Great radio from the Apalachicola Bay in North Florida
Tuesday, May 8, 2018
Kite Tales - The monthly newsletter of the Great Florida Birding & Wildlife Trail
ISSUE NUMBER 19 • MAY 2018
The monthly newsletter of the
Great Florida Birding & Wildlife Trail
Prairie Warbler by Andy Wraithell
It’s that time of year when migratory birds move north for the breeding season. This is an exciting time for birders in the migratory flyways as we briefly play host to a variety of species that may be passing through. If you catch migration at the right time, you can see a kaleidoscope of birds. As you get ready to look for migrants, check out the following resources for more insight into planning your migrant trip and as a refresher for what might be seen in the field!
Fortunately, there are great resources to help birders find the prime time for migrants. One such tool is BirdCast. This fascinating website uses weather technology to forecast migratory bird movements.
When looking at warblers, you might only get a short glance and must identify the bird based on giss (an overall impression or appearance).

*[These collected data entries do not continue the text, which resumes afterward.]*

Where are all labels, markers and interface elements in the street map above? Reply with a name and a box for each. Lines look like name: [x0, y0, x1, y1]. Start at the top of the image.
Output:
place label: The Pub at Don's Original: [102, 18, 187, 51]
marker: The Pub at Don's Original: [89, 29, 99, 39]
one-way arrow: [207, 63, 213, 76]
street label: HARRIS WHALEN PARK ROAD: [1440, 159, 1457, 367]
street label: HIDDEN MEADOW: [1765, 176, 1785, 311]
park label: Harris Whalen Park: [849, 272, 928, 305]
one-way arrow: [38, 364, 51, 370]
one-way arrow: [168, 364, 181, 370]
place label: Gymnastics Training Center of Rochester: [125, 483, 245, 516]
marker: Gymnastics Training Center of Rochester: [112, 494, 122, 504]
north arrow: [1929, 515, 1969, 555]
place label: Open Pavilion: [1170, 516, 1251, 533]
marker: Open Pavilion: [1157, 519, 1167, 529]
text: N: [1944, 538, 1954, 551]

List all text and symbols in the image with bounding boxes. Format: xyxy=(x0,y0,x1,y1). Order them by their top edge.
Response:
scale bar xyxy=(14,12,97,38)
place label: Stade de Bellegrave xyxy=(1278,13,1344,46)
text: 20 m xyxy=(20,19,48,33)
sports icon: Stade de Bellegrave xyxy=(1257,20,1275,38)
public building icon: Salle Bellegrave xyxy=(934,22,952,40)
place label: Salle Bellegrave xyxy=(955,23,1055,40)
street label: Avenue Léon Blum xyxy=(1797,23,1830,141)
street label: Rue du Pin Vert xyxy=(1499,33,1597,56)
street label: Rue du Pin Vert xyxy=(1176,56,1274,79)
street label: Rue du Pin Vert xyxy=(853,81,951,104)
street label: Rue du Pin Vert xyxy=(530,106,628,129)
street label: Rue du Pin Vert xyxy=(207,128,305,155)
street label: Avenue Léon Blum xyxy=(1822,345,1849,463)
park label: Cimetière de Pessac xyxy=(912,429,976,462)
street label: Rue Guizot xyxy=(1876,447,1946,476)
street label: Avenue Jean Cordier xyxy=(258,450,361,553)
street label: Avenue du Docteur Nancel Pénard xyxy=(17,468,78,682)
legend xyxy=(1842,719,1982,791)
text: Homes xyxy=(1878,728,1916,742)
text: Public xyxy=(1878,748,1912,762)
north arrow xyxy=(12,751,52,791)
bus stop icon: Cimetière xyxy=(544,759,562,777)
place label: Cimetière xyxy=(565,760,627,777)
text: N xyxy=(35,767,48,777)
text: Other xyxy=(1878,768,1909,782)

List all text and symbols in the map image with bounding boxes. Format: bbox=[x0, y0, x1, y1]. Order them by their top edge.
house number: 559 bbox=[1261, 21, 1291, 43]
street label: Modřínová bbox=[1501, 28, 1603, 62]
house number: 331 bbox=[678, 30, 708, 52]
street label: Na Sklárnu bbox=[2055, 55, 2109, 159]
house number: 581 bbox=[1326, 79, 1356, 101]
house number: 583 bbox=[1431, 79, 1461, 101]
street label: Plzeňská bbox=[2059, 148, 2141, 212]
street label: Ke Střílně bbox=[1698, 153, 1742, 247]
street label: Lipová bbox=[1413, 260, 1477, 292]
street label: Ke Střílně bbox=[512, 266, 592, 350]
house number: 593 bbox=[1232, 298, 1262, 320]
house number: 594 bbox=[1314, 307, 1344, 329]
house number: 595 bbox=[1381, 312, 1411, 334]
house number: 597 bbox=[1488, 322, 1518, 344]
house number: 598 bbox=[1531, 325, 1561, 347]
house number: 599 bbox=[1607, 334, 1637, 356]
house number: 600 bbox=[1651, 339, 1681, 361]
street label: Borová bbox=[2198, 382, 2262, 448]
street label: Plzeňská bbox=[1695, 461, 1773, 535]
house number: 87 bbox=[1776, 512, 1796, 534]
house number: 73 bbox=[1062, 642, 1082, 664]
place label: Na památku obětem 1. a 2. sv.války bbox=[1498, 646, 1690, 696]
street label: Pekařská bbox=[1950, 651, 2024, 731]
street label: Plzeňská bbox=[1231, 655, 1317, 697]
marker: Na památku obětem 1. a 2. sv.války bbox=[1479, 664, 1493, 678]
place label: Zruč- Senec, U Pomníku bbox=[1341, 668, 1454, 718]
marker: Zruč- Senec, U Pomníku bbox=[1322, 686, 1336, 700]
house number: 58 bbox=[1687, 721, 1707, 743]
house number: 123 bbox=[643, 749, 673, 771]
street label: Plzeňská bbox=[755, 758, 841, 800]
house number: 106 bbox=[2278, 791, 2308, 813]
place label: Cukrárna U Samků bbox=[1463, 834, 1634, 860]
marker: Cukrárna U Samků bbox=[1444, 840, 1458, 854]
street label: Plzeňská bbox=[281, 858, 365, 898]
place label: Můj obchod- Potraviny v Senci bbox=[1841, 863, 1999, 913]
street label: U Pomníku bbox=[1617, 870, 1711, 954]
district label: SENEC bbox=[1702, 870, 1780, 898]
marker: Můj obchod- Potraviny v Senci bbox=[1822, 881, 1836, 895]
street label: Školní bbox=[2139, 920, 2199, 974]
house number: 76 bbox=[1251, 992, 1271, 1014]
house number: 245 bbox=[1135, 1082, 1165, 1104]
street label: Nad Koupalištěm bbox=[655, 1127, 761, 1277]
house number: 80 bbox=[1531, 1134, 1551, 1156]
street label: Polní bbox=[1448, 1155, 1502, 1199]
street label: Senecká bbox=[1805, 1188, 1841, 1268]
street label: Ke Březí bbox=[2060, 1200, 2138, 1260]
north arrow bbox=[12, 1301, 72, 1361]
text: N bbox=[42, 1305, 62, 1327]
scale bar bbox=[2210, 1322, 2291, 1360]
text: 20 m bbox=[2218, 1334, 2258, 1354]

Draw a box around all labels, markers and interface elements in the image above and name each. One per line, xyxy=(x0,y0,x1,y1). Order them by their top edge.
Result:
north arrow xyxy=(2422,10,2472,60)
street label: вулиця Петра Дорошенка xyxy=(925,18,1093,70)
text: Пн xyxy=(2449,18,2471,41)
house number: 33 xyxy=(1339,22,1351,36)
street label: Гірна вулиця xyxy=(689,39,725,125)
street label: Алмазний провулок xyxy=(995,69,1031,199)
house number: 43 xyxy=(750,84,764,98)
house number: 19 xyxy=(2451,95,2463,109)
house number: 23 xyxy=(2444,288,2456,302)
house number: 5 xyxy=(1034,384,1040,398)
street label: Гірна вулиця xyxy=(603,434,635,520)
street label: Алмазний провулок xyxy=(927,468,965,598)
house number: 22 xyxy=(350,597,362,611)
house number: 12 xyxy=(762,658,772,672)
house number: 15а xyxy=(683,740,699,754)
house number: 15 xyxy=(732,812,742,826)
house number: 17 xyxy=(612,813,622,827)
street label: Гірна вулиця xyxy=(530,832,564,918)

The Princeton University Press provides a great resource for quick-and-easy pictureidentification of warblers. These sheets are perfect for downloading and sticking in your favorite field guide or studying at your leisure. When there are lots of warblers flying around, these pages are easier than flipping pages in a book or scrolling through an app for a quick ID.
Lastly, if you are interested in learning a bit more about the birds and their migratory path, check out the National Geographic’s Bird Migration Interactive Map. This mesmerizing map shows the movements of several species and the benefits of their specific migration strategy.
Snowy Egret by Andy Wraithell
It’s as Easy as Stepping into Your Backyard!
Over the past year, FWC has worked with iNaturalist to create the “Florida Nature Trackers” program. Various taxonomic groups have their own projects that you can join and add observations to. For instance, let’s say that you spot a cool orange butterfly fluttering around your yard. You could snap its photo in iNaturalist and add it to the “Pollinators of Florida” or “Insects of Florida” project. Helpful, knowledgeable members of the iNaturalist community will then come in and help you identify your observation. Your "orange butterfly" may be a monarch or a gulf fritillary. To join Florida Nature Trackers, go to www.floridanaturetrackers.com.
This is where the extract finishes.